Venkat Srinivasan: We are constantly trying to do a better job of [explaining the differences] on our website and in our presentations. The way we define and practice BPA makes it a new category. There is no well-established BPA market. It is a market that we are, in some ways, creating. Having said that, let’s parse those three items separately.
Business process outsourcing, or BPO … is based on cost arbitrage, with players who are in low-cost locations around the world that shift the burden of work [from one location to another to take advantage of lower costs]. Everyone understands this is basic BPO. You are throwing bodies at a problem. About 10 years ago, that certainly was an attractive proposition for companies. Therefore, we have a large BPO market today, which is still growing at double-digit rates. At Rage Frameworks, our view is that the BPO market is not sustainable in the long run. That market has to evolve.
There are several factors that make cost arbitrage evaporate over time. First, the “pop” you get from cost arbitrage is one-off. Let’s say you transfer a business process to India. You lower your costs by a third, but then that’s it. The second factor is that costs in the low-cost locations will rise. It’s the basic forces of demand and supply. There is now significant wage inflation in India. The “pop” you got in the first year is going to be whittled down, because you have 20% to 30% wage increases each year. (That is a good thing for people in India.)

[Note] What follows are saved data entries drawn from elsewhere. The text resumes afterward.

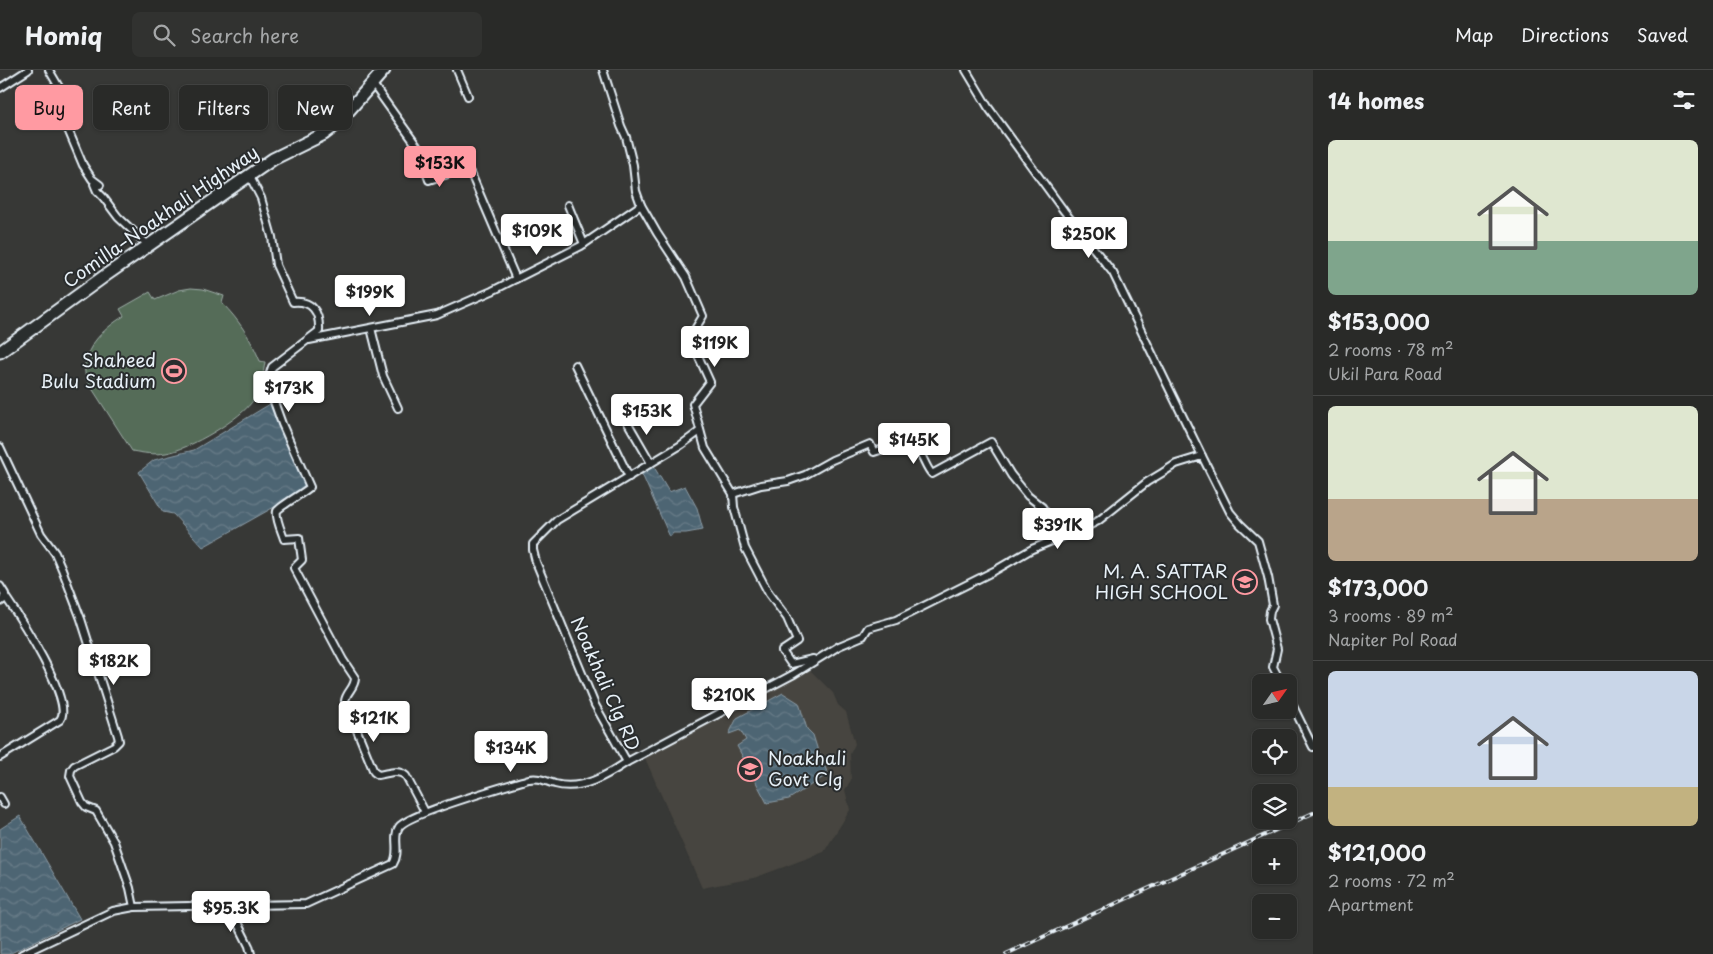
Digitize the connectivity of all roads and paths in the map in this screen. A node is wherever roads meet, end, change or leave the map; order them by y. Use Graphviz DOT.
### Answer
graph roads {
  1 [pos="28,70"];
  2 [pos="49,70"];
  3 [pos="384,70"];
  4 [pos="457,70"];
  5 [pos="603,70"];
  6 [pos="966,70"];
  7 [pos="372,83"];
  8 [pos="0,88"];
  9 [pos="468,96"];
  10 [pos="249,175"];
  11 [pos="568,205"];
  12 [pos="642,205"];
  13 [pos="584,244"];
  14 [pos="148,246"];
  15 [pos="516,279"];
  16 [pos="370,328"];
  17 [pos="307,340"];
  18 [pos="0,352"];
  19 [pos="575,364"];
  20 [pos="398,408"];
  21 [pos="625,418"];
  22 [pos="700,431"];
  23 [pos="0,447"];
  24 [pos="1202,456"];
  25 [pos="3,462"];
  26 [pos="651,463"];
  27 [pos="629,477"];
  28 [pos="733,494"];
  29 [pos="1057,538"];
  30 [pos="0,586"];
  31 [pos="2,599"];
  32 [pos="819,658"];
  33 [pos="1277,674"];
  34 [pos="1298,716"];
  35 [pos="1313,747"];
  36 [pos="0,756"];
  37 [pos="627,762"];
  38 [pos="0,797"];
  39 [pos="4,804"];
  40 [pos="425,812"];
  41 [pos="134,906"];
  42 [pos="229,906"];
  43 [pos="22,954"];
  44 [pos="251,954"];
  1 -- 8 [label="street"];
  2 -- 14 [label="street"];
  3 -- 7 [label="highway, Comilla–Noakhali Highway"];
  4 -- 9 [label="street"];
  5 -- 12 [label="street"];
  6 -- 24 [label="street"];
  7 -- 10 [label="highway, Comilla–Noakhali Highway"];
  7 -- 15 [label="street"];
  10 -- 14 [label="highway, Comilla–Noakhali Highway"];
  10 -- 17 [label="street"];
  11 -- 13 [label="street"];
  12 -- 13 [label="street"];
  12 -- 22 [label="street"];
  13 -- 15 [label="street"];
  14 -- 18 [label="highway, Comilla–Noakhali Highway"];
  15 -- 16 [label="street"];
  16 -- 17 [label="street"];
  16 -- 20 [label="street"];
  17 -- 40 [label="street"];
  19 -- 27 [label="street"];
  21 -- 26 [label="street"];
  22 -- 26 [label="street, Noakhali Clg RD"];
  22 -- 28 [label="street"];
  23 -- 25 [label="street"];
  24 -- 29 [label="street"];
  24 -- 33 [label="street"];
  25 -- 41 [label="street"];
  26 -- 27 [label="street, Noakhali Clg RD"];
  27 -- 37 [label="street, Noakhali Clg RD"];
  28 -- 29 [label="street"];
  28 -- 32 [label="street"];
  29 -- 32 [label="street"];
  30 -- 31 [label="street"];
  31 -- 36 [label="street"];
  32 -- 37 [label="street"];
  34 -- 35 [label="street"];
  37 -- 40 [label="street, Noakhali Clg RD"];
  38 -- 39 [label="street"];
  40 -- 42 [label="street, Noakhali Clg RD"];
  41 -- 42 [label="street, Noakhali Clg RD"];
  41 -- 43 [label="street, Noakhali Clg RD"];
  42 -- 44 [label="street"];
}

If you play this out for five years, the cost differential isn’t going to be as much as it was when you shifted the work overseas. It will probably never be equal. Otherwise, there would be no reason to go. But when you add up all the other issues that go with it, BPO becomes unsustainable in the long term. Companies currently relying on BPO will have to evolve to a different model.

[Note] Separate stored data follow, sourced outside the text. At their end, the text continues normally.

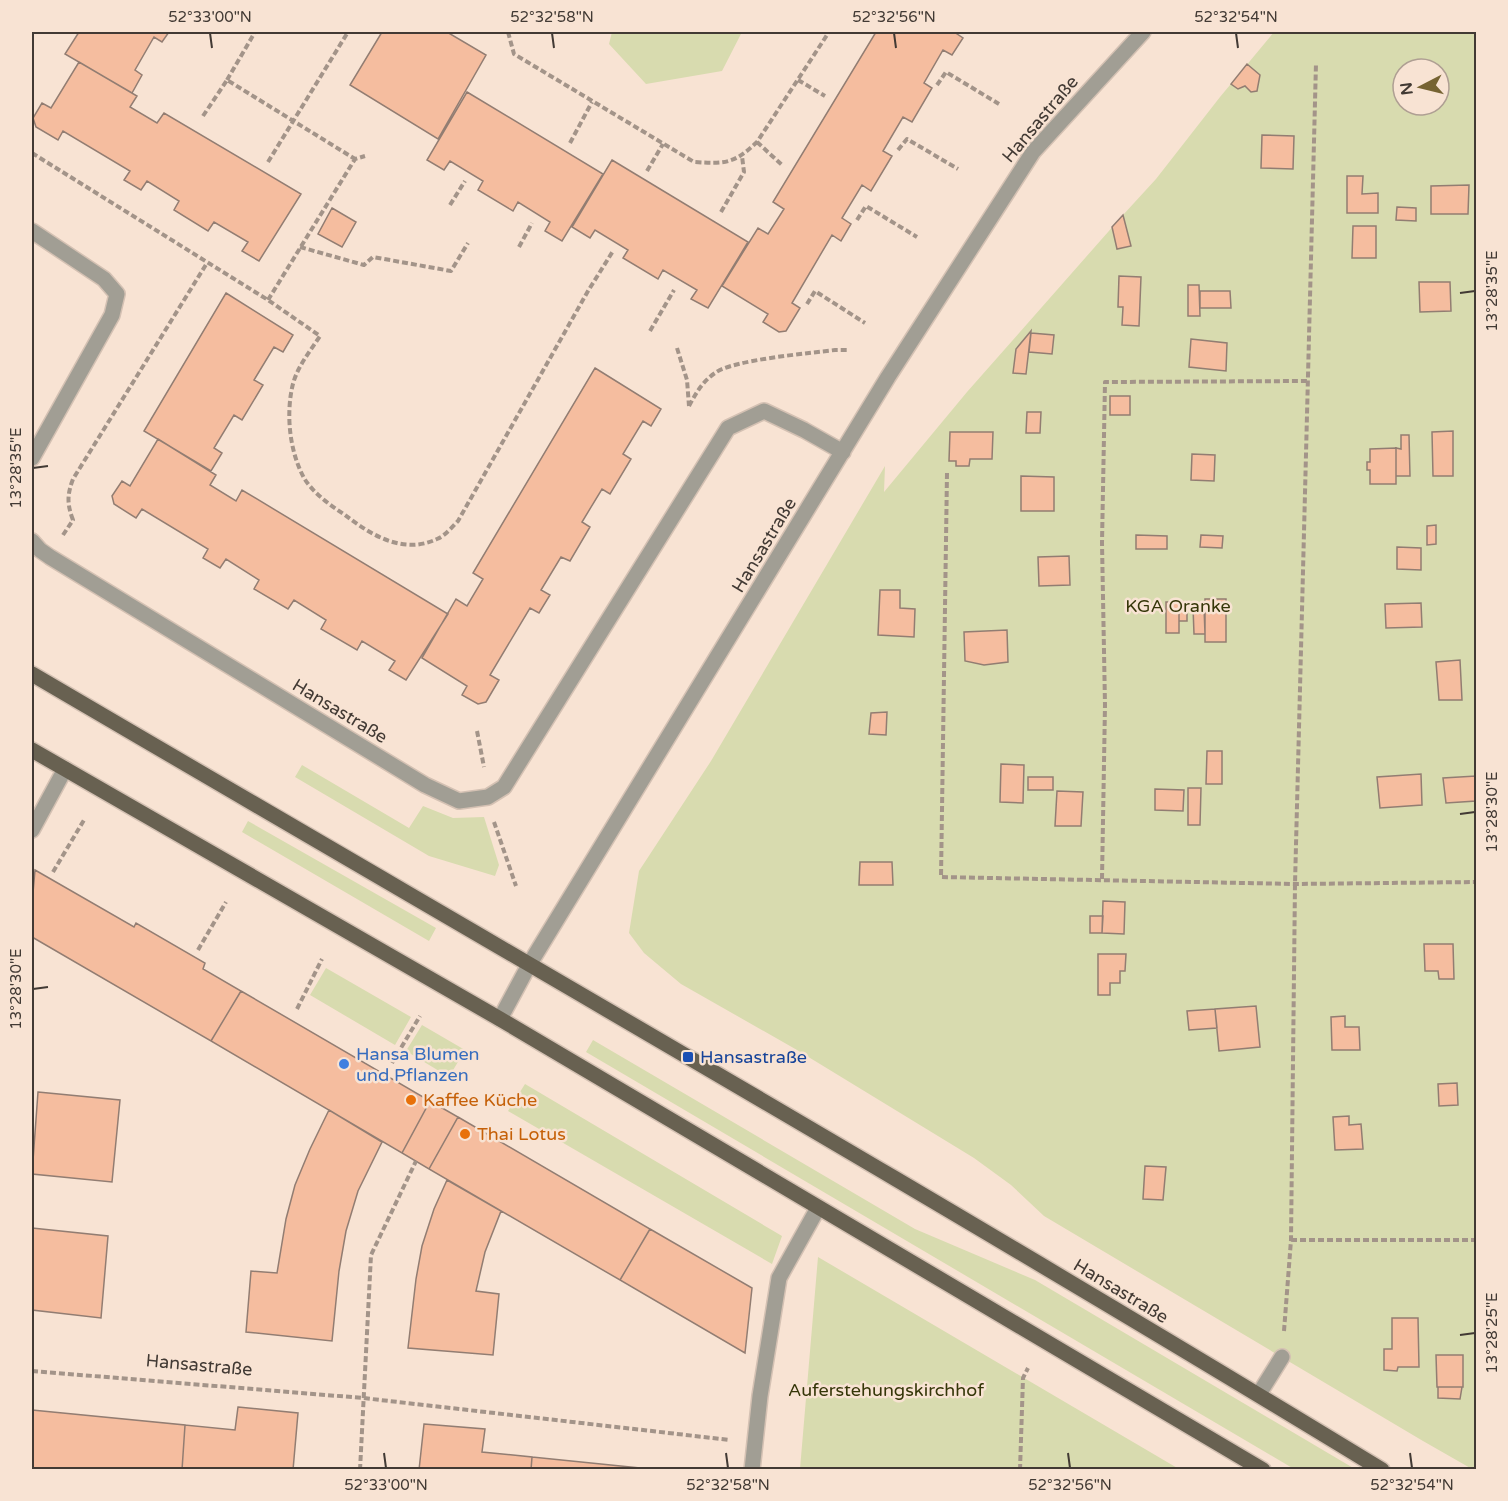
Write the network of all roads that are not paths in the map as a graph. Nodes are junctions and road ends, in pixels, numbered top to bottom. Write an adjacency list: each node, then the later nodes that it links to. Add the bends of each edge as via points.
1 (1143, 32): 3 (street, Hansastraße, via 1034,152)
2 (32, 231): 4 (street, via 104,279 117,294 112,315)
3 (843, 452): 5 (street, Hansastraße, via 764,411 728,428 504,787 488,797 459,801 425,785 80,575); 10 (street, Hansastraße)
4 (32, 458)
5 (32, 541)
6 (32, 674): 10 (main road, Hansastraße)
7 (32, 750): 8 (main road)
8 (64, 769): 9 (street); 11 (main road)
9 (32, 830)
10 (529, 965): 11 (street, Hansastraße); 14 (main road, Hansastraße)
11 (500, 1019): 12 (main road)
12 (818, 1208): 15 (street, via 779,1278); 16 (main road)
13 (1282, 1357): 14 (street)
14 (1259, 1394): 17 (main road, Hansastraße)
15 (752, 1470)
16 (1263, 1470)
17 (1382, 1470)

India Knowledge@Wharton: Are you suggesting that business process automation is part of the evolution of BPO?
Srinivasan: That’s right. It’s where both BPO and BPM have to end up. The other issue with BPO is that you don’t get to a better place with it. Most BPO companies today promise their clients that they will improve processes. However, throwing bodies at the problem gives you, at best, some basic technology solutions. All the BPO business models tend to be “body” driven; pricing is the number of bodies multiplied by the cost per body and there is very little incentive to improve processes.
India Knowledge@Wharton: In that traditional BPO model, no customer is going to get the scale they need.
Srinivasan: Yes, scale, as well as process improvement. Businesses are ultimately interested in improving their processes. As you scale up, different problems emerge. As new business trends and needs in the market arise, your business processes need to change. With BPO, a customer doesn’t get any flexibility in execution. You get only lower cost with BPO. At Rage, we have large, global clients, and many of them are big BPO users. They are very frustrated. It is obvious that in moving the market toward BPA, these firms clearly recognize that shipping 700 jobs to Malaysia to lower costs isn’t necessarily better in the long term.
India Knowledge@Wharton: Now let’s look at business process management.
Srinivasan: The operative letter here is the M. BPM is largely a set of software providers, who have evolved from the days of Six Sigma and reengineering…. If you look at a typical large enterprise, there are a plethora of business process challenges. There is no systematic institutionalization of their processes. When things get to a head, somebody says, “Either call in Six Sigma-qualified consultants or get somebody to help us reengineer our process.” ….Generally, the company has an intimate idea of what it does on a day-to-day basis, but there is no holistic view of the process. Without that view, you can’t attempt to figure out how to do things differently. The consultants provide that value.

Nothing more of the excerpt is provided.